- [Dataset excerpts]
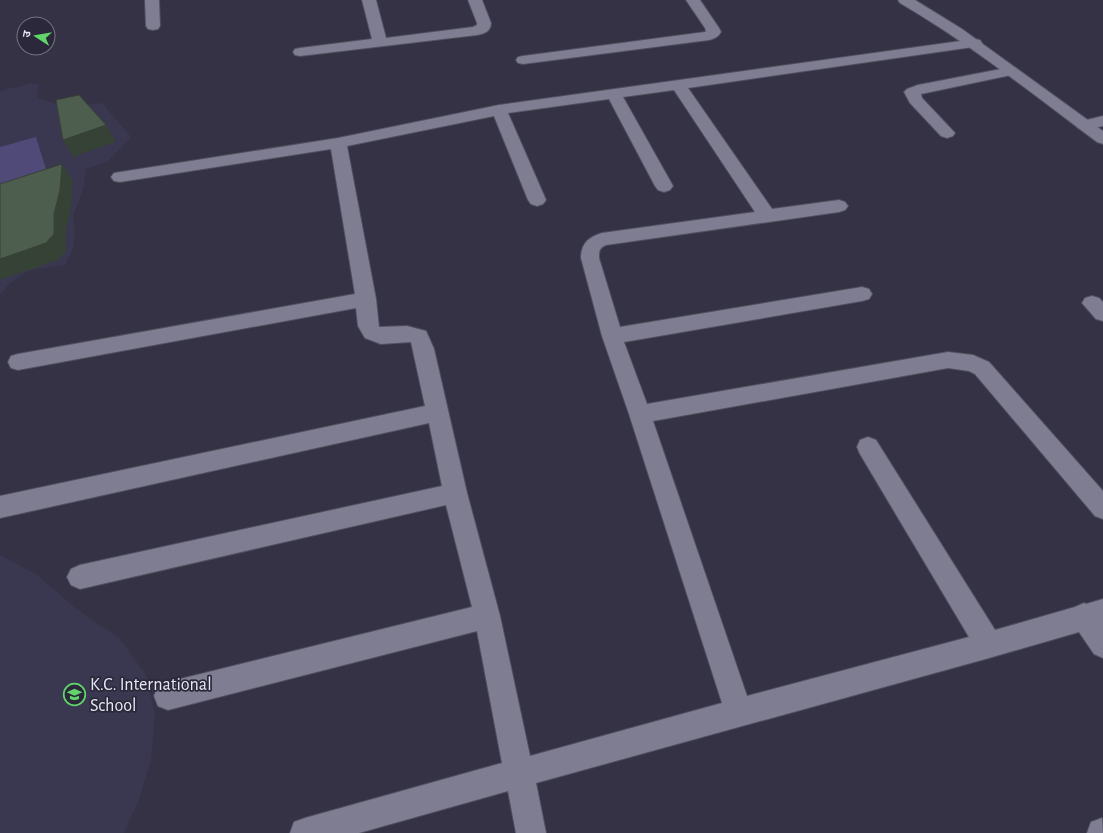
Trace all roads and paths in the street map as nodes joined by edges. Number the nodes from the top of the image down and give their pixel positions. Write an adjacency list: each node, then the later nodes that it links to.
1 (152, 0): 6 (street)
2 (369, 0): 7 (street)
3 (475, 0): 7 (street)
4 (693, 0): 10 (street)
5 (905, 0): 8 (street)
6 (153, 26)
7 (380, 42): 9 (street)
8 (975, 43): 11 (street); 12 (street)
9 (300, 52)
10 (523, 60)
11 (1011, 70): 16 (street); 17 (street)
12 (678, 85): 13 (street); 24 (street)
13 (613, 93): 14 (street); 21 (street)
14 (499, 110): 19 (street); 22 (street)
15 (1103, 121): 16 (street)
16 (1084, 125): 18 (street)
17 (946, 133)
18 (1103, 139)
19 (338, 143): 20 (street); 26 (street)
20 (120, 177)
21 (664, 186)
22 (537, 200)
23 (839, 206): 24 (street)
24 (767, 216): 27 (street)
25 (862, 294): 27 (street)
26 (366, 299): 28 (street); 29 (street)
27 (612, 336): 30 (street)
28 (18, 362)
29 (438, 412): 32 (street); 33 (street)
30 (640, 414): 34 (street); 41 (street)
31 (868, 447): 38 (street)
32 (455, 493): 35 (street); 37 (street)
33 (0, 507)
34 (1103, 508)
35 (80, 577)
36 (1094, 614): 38 (street); 39 (street)
37 (486, 616): 40 (street); 42 (street)
38 (989, 645): 41 (street)
39 (1103, 645)
40 (168, 696)
41 (739, 712): 42 (street)
42 (518, 774): 43 (street); 44 (street)
43 (305, 833)
44 (531, 833)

- [Instructions for the task] Give back the full listing exactly, with pictures dropped.

- [Finished task]
Trace all roads and paths in the street map as nodes joined by edges. Number the nodes from the top of the image down and give their pixel positions. Write an adjacency list: each node, then the later nodes that it links to.
1 (152, 0): 6 (street)
2 (369, 0): 7 (street)
3 (475, 0): 7 (street)
4 (693, 0): 10 (street)
5 (905, 0): 8 (street)
6 (153, 26)
7 (380, 42): 9 (street)
8 (975, 43): 11 (street); 12 (street)
9 (300, 52)
10 (523, 60)
11 (1011, 70): 16 (street); 17 (street)
12 (678, 85): 13 (street); 24 (street)
13 (613, 93): 14 (street); 21 (street)
14 (499, 110): 19 (street); 22 (street)
15 (1103, 121): 16 (street)
16 (1084, 125): 18 (street)
17 (946, 133)
18 (1103, 139)
19 (338, 143): 20 (street); 26 (street)
20 (120, 177)
21 (664, 186)
22 (537, 200)
23 (839, 206): 24 (street)
24 (767, 216): 27 (street)
25 (862, 294): 27 (street)
26 (366, 299): 28 (street); 29 (street)
27 (612, 336): 30 (street)
28 (18, 362)
29 (438, 412): 32 (street); 33 (street)
30 (640, 414): 34 (street); 41 (street)
31 (868, 447): 38 (street)
32 (455, 493): 35 (street); 37 (street)
33 (0, 507)
34 (1103, 508)
35 (80, 577)
36 (1094, 614): 38 (street); 39 (street)
37 (486, 616): 40 (street); 42 (street)
38 (989, 645): 41 (street)
39 (1103, 645)
40 (168, 696)
41 (739, 712): 42 (street)
42 (518, 774): 43 (street); 44 (street)
43 (305, 833)
44 (531, 833)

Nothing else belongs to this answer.